INPUT MATERIAL =>
------------

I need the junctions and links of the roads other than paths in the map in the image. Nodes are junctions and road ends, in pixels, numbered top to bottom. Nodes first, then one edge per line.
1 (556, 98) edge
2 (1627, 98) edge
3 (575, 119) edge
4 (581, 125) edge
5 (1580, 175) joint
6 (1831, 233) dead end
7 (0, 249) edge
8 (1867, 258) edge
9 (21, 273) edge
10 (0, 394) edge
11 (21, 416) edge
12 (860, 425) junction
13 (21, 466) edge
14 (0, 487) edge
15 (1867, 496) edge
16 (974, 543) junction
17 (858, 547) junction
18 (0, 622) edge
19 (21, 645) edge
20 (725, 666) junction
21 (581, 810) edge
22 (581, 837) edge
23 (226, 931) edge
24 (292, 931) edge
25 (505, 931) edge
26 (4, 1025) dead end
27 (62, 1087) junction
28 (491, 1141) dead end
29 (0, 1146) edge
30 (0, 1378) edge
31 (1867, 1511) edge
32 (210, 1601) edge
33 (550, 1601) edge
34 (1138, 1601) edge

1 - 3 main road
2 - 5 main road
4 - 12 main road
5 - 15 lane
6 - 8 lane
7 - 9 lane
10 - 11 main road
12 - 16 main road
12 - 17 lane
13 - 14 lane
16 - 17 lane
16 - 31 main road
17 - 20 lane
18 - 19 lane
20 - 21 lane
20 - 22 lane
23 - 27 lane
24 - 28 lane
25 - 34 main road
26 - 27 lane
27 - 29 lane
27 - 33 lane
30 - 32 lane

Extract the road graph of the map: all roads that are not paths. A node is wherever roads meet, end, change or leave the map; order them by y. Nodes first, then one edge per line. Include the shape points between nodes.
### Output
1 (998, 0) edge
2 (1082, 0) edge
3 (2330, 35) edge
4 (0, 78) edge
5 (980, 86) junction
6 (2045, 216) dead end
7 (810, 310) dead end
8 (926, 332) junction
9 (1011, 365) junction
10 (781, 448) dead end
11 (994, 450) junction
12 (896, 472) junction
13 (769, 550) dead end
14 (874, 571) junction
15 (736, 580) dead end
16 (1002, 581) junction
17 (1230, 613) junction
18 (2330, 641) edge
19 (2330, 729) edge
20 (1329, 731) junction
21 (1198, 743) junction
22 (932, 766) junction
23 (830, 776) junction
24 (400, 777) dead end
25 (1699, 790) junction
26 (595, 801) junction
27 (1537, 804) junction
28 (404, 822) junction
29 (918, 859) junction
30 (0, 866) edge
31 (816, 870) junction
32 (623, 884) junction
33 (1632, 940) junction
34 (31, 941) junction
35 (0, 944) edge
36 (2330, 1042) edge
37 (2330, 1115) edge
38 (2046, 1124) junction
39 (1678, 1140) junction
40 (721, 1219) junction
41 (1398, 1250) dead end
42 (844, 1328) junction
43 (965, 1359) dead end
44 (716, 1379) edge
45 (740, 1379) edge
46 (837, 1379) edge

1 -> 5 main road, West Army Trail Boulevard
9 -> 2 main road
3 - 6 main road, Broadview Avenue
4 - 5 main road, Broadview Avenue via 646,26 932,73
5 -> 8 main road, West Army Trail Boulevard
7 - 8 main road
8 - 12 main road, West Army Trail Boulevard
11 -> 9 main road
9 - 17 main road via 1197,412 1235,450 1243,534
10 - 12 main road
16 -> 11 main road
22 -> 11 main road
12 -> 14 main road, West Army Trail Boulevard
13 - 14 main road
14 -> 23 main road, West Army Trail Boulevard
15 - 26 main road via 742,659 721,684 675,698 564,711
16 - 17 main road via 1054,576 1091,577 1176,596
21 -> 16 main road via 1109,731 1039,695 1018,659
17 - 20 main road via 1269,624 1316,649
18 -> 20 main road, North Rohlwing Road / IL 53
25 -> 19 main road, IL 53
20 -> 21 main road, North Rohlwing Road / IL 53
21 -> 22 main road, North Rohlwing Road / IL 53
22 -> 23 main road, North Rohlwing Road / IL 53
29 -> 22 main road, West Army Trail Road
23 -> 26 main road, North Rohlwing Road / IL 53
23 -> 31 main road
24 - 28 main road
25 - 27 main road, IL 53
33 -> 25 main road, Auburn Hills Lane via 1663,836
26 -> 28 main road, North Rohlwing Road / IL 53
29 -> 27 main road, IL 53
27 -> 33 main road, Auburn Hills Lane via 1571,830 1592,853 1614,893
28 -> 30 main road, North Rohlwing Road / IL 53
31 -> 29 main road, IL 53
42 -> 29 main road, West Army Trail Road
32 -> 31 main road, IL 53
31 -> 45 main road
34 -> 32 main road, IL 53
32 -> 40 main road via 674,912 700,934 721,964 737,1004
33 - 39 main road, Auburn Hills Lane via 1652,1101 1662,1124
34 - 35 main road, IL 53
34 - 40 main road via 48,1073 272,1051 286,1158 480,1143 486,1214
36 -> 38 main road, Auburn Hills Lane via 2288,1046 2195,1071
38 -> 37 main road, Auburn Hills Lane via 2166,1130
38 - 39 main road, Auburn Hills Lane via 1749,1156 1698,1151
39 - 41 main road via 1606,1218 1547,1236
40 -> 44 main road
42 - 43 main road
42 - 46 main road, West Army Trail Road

------------

WHAT YOU ARE ASKED TO DO => Examine the records and report how many lines contain the string "dead". Only the number should be given.

SOLUTION TO THE PROBLEM => 11